L’età della nostra ansia giovane
Non si può certo dare tutta la colpa agli insegnanti e alla scuola. E forse neppure soltanto agli smartphon.. E allora da dove arriva il male oscuro di noi ventenni? O l'ansia è positiva?
Gli studenti incolpano gli insegnanti, ma a me questa tesi ha sempre lasciata perplessa. visto che semmai la scuola si è, passatemi il termine, “rammollita”, non di certo “irrigidita”. Ma allora questo malessere da cosa dipende? C’è un perché che c’entra con noi?
Sofia Sossai
Buona domenica a tutte e tutti,
Nei giorni scorsi il botta-e-risposta tra la filosofa Gloria Origgi e il giovane scrittore Guido Giuliano su ansie, paure, timori e disagi dei giovani credo abbia segnato il record dei commenti, oltre 120.

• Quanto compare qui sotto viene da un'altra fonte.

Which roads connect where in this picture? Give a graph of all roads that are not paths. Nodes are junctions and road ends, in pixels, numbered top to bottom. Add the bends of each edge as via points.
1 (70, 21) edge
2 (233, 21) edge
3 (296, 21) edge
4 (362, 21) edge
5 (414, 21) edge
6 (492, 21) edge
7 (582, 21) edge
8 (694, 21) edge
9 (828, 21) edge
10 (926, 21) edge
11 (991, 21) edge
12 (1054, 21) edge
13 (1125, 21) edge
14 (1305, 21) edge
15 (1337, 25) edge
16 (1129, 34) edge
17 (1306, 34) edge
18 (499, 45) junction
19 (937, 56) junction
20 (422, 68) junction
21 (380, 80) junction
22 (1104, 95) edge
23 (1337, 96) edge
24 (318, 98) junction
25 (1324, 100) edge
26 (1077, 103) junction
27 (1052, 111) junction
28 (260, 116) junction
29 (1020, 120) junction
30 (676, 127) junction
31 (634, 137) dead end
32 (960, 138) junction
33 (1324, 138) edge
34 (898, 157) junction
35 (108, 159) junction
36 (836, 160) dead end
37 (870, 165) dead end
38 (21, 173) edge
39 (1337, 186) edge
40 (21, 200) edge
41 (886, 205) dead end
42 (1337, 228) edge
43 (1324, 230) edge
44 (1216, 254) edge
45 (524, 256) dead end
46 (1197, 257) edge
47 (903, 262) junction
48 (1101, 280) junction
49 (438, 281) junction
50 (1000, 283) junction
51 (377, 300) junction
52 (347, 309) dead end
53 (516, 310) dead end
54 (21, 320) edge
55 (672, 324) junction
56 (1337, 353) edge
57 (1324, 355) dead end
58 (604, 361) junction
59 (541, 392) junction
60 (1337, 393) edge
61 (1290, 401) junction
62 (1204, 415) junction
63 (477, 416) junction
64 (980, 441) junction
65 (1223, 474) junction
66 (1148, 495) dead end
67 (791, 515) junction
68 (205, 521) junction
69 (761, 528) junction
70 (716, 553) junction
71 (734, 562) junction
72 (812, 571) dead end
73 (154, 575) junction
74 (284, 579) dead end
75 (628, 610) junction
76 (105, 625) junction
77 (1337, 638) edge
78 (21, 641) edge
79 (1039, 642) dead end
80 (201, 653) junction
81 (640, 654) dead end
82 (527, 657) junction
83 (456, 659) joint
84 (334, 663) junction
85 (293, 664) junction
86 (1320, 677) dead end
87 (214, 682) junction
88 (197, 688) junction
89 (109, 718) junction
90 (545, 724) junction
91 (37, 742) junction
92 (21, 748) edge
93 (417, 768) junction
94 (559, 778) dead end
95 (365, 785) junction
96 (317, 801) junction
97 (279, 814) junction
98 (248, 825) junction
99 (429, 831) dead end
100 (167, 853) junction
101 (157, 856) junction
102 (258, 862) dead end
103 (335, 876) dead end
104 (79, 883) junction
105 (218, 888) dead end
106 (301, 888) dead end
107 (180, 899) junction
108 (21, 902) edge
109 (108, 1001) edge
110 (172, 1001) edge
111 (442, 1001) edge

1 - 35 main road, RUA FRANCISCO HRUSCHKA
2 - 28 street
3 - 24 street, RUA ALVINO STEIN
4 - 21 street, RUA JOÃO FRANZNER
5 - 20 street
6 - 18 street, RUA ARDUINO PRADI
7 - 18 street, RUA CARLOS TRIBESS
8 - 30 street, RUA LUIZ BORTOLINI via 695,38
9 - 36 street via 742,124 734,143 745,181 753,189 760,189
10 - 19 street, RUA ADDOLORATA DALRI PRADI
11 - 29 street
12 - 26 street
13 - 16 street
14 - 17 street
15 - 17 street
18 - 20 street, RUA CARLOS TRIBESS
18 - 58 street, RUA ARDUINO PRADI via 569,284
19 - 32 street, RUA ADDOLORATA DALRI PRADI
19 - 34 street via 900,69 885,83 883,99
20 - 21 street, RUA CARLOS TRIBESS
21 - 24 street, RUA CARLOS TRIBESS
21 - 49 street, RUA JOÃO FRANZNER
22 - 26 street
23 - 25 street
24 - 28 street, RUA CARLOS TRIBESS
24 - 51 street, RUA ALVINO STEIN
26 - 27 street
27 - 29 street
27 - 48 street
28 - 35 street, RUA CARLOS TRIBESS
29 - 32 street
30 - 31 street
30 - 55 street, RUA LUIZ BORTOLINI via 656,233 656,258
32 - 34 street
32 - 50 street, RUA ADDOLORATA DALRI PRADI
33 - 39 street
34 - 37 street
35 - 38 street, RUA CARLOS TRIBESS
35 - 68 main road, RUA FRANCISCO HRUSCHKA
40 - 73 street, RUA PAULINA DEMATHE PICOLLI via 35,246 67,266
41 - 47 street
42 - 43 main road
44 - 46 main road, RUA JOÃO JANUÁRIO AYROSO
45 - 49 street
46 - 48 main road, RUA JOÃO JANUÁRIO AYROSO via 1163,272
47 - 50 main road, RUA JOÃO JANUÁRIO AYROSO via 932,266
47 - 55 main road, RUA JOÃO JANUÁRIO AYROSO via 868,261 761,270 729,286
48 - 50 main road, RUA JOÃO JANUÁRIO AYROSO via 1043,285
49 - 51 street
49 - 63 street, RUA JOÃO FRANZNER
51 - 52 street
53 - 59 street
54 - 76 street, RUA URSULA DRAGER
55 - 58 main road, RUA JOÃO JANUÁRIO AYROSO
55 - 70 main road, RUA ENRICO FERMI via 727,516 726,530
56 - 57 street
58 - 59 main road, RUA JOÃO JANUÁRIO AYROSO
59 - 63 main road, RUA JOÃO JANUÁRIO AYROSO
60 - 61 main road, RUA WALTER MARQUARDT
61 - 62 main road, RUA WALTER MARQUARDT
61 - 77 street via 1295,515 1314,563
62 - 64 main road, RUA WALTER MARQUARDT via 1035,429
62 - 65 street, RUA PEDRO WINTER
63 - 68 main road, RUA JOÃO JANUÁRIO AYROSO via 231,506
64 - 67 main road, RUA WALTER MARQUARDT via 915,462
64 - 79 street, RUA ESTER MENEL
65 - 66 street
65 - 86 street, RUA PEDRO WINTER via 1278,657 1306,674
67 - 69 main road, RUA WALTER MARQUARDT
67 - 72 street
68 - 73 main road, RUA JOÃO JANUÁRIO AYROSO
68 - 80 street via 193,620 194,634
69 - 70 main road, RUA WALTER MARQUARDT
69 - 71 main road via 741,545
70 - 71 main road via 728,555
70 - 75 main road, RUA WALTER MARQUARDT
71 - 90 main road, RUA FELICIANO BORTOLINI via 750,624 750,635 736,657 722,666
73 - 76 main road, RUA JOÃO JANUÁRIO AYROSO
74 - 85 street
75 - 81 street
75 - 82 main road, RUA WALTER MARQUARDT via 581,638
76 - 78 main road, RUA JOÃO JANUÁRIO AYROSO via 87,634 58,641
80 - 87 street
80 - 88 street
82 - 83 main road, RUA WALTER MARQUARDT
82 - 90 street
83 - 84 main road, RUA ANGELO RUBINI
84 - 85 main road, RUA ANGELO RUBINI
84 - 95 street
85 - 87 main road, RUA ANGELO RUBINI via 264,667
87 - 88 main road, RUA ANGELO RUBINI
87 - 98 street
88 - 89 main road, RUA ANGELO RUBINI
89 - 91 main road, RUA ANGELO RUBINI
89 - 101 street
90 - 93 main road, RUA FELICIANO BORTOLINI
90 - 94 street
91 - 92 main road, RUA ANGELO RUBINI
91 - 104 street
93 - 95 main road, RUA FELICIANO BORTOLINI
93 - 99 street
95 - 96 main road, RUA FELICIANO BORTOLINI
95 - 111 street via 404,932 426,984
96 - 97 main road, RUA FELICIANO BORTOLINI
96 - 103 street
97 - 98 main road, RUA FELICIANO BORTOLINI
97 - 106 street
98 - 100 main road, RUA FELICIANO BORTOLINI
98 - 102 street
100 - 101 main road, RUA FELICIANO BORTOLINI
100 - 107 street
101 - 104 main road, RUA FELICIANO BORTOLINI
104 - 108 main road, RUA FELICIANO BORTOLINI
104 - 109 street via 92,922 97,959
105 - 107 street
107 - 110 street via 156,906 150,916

Mi sembra il segnale che c’è qualcosa da approfondire, da capire: da un lato un malessere generazionale che non può essere solo un’illusione collettiva, dall’altro un approccio differente, una griglia di riferimenti e coordinate esistenziali molto distanti.
Ora che ho compiuto 40 anni, io mi sento esattamente nel mezzo tra la generazione di Guido e quella di Gloria, e mi concedo il lusso di seguire questo dibattito e approfondire questi temi senza un coinvolgimento diretto, un po’ come se fossi un osservatore sopra le parti, ma non certo un arbitro.
Anche Sofia Sossai, che si è ripresa dalle fatiche dell’esame di maturità, si occupa di questi temi nel pezzo che state per leggere. Lei è ancora più giovane di Guido, ha appena finito il liceo, e molte delle questioni che solleva in questo pezzo sono molto più vicine alla sensibilità di Guido che a quella di Gloria.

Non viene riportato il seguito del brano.